As explained by WhatsApp:
"The COVID-19 pandemic has meant that many of us are isolated from friends and family, and as a result, we've seen that people are turning to voice and video calling on WhatsApp more than ever before. Group calling has been particularly useful and our users have asked to connect with more people at once. Starting today, we’re doubling the number of participants you can have on a WhatsApp video or voice call from 4 to 8 people at a time."
WhatsApp says that, like messages, all of its video calls are protected with end-to-end encryption. It's also sought to build its expansion of group video calling with mobile data limitations in mind. Many WhatsApp users are in developing regions, where access to data is not as readily available, so it's been working to minimize the system's demands in order to ensure that as many people as possible will be able to utilize the feature to connect with family and friends face-to-face, in a virtual sense.
In addition to this, WhatsApp also notes that its group video calls are also available via Facebook's Portal home speaker device
"We know people may want different ways to connect while they’re at home, which is why WhatsApp is also available on Portal - which many users have told us has been a great way to share their living room with family during quarantine."

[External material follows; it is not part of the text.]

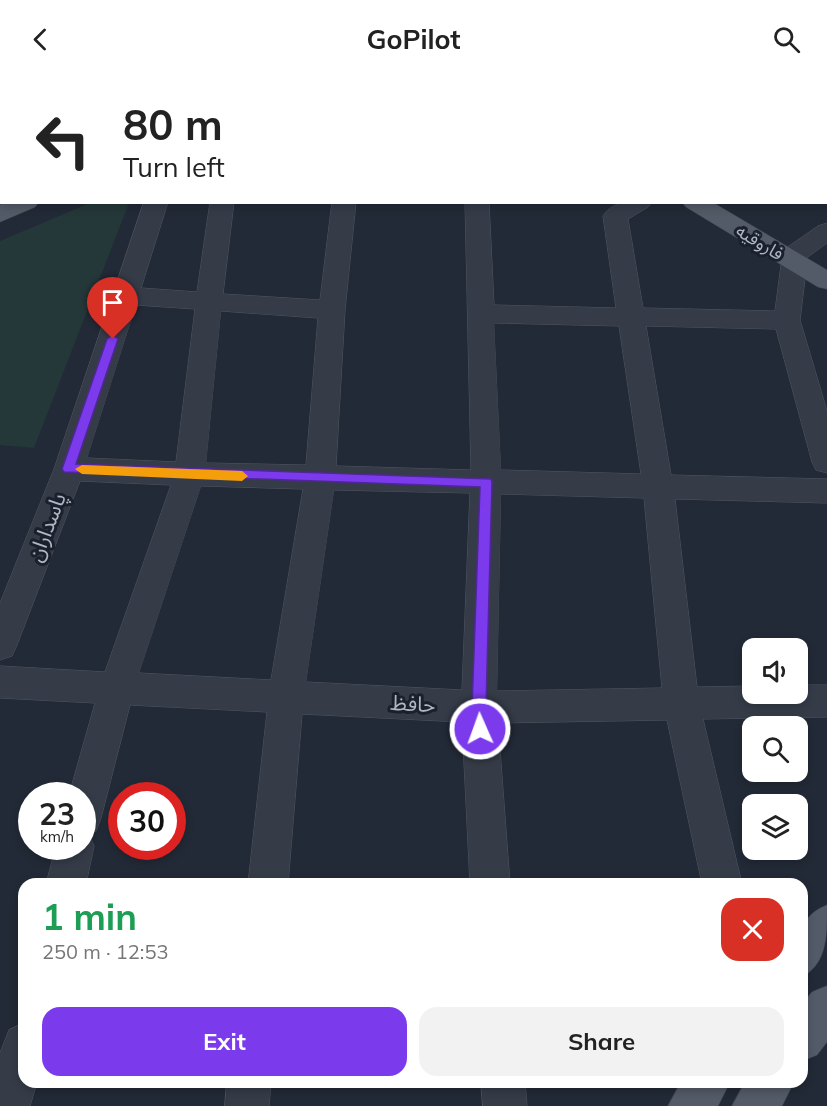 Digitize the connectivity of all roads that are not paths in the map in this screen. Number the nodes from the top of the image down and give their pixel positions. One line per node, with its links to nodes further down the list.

Sales of Facebook's Portal device have grown by more than 10x during COVID-19 lockdowns, with Facebook now struggling to keep up with demand. That could have significant impacts and implications in the longer term, but right now, it's interesting to note the various integrations and options being rolled out for Facebook's in-home connection product.
Facebook says that, overall, group video chat options have seen a 10x increase in usage during COVID-19, so it makes sense for Facebook to add more tools, like expanded WhatsApp group chats, to meet that demand. The interesting thing, however, will be what that means for longer-term usage shifts.

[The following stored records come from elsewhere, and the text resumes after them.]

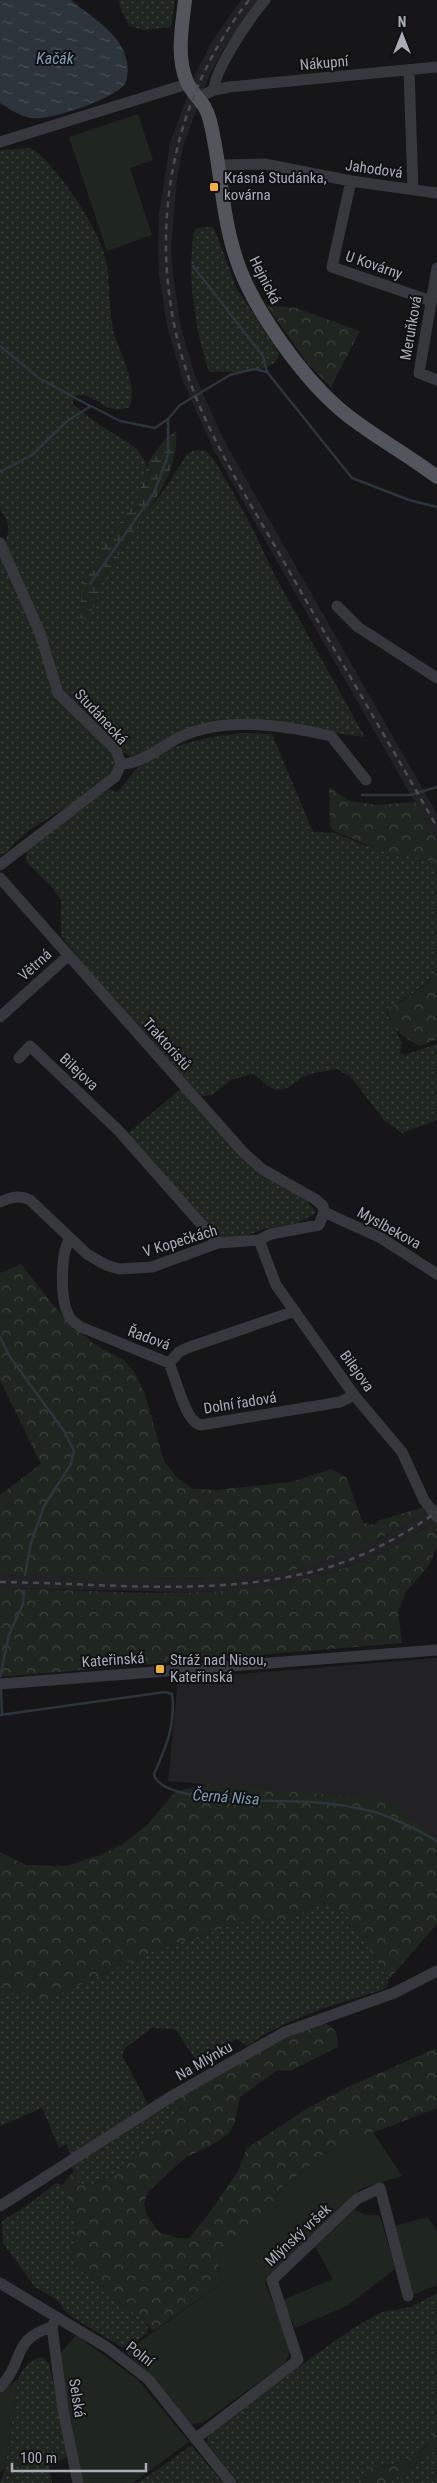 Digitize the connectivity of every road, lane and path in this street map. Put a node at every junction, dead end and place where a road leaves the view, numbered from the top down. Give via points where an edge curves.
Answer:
1 (185, 0) edge
2 (265, 0) edge
3 (437, 67) edge
4 (409, 70) junction
5 (187, 84) junction
6 (214, 90) junction
7 (200, 97) junction
8 (0, 142) edge
9 (218, 165) junction
10 (351, 181) junction
11 (413, 189) junction
12 (437, 193) edge
13 (437, 268) edge
14 (431, 301) junction
15 (437, 380) edge
16 (437, 477) edge
17 (0, 543) edge
18 (337, 606) dead end
19 (437, 678) edge
20 (121, 764) junction
21 (366, 780) dead end
22 (0, 866) edge
23 (0, 878) edge
24 (68, 956) junction
25 (0, 1017) edge
26 (19, 1058) dead end
27 (0, 1202) edge
28 (324, 1212) junction
29 (70, 1238) junction
30 (259, 1240) junction
31 (218, 1243) junction
32 (437, 1274) edge
33 (295, 1311) junction
34 (170, 1363) junction
35 (354, 1395) junction
36 (437, 1517) edge
37 (437, 1650) edge
38 (0, 1684) edge
39 (437, 1971) edge
40 (0, 2206) edge
41 (0, 2284) edge
42 (408, 2296) dead end
43 (54, 2323) junction
44 (0, 2387) edge
45 (195, 2439) junction
46 (78, 2483) edge
47 (231, 2483) edge

1 - 5 main road via 181,52
2 - 6 street via 252,15 227,59
3 - 4 street, Nákupní
4 - 6 street, Nákupní
4 - 11 street
5 - 7 main road, Hejnická
5 - 8 street
6 - 7 street, Nákupní
7 - 9 main road, Hejnická via 210,121
9 - 10 street, Jahodová via 265,164
9 - 16 main road, Hejnická via 228,234 241,274 289,351 332,402
10 - 11 street, Jahodová
10 - 14 street, U Kovárny via 332,267
11 - 12 street, Jahodová
13 - 14 street, Meruňková
14 - 15 street, Meruňková via 419,373
17 - 20 street, Studánecká via 40,633 58,693 116,750
18 - 19 street via 358,627
20 - 21 street via 132,764 181,736 217,726 261,724 331,736
20 - 22 street, Studánecká via 115,778
23 - 24 street, Traktoristů
24 - 25 street, Větrná
24 - 28 street, Traktoristů via 243,1152 262,1169 315,1199 323,1206
26 - 31 street, Bilejova via 30,1046 119,1131
27 - 29 street, V Kopečkách via 12,1196 30,1200
28 - 30 street, V Kopečkách via 319,1224 270,1234
28 - 32 street, Myslbekova via 380,1238
29 - 31 street, V Kopečkách via 96,1260 126,1270 152,1266
29 - 34 street, Řadová via 64,1247 63,1300 70,1318 81,1327
30 - 31 street, V Kopečkách
30 - 33 street, Bilejova via 276,1285
33 - 34 street, Řadová via 187,1348
33 - 35 street, Bilejova
34 - 35 street, Dolní řadová via 189,1417 201,1425 340,1402
35 - 36 street, Bilejova via 402,1452 424,1500
37 - 38 street, Kateřinská
39 - 40 street, Na Mlýnku via 394,1993 285,2032 172,2096
41 - 43 street, Polní
42 - 45 street, Mlýnský vršek via 380,2188 357,2199 272,2280 298,2360
43 - 44 street via 25,2340 13,2370
43 - 45 street, Polní via 108,2348 148,2379
43 - 46 street, Selská via 63,2410
45 - 47 street, Polní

Will group video calling become a new norm? Will live-streaming see a sustained resurgence?
It seems, right now, like these options are having a moment, and more people are learning about the connective benefits of such, which could accelerate a broader digital shift.
From a business perspective, that's worth considering - how can you utilize such tools to facilitate better connection with your audience, if you assume that people are now going to look to connect via video options like this more often in future?
It's an interesting question, with a range of possibilities.
To use WhatsApp's new 8-person group video calls, every participant within the video call needs to update to the latest version of WhatsApp.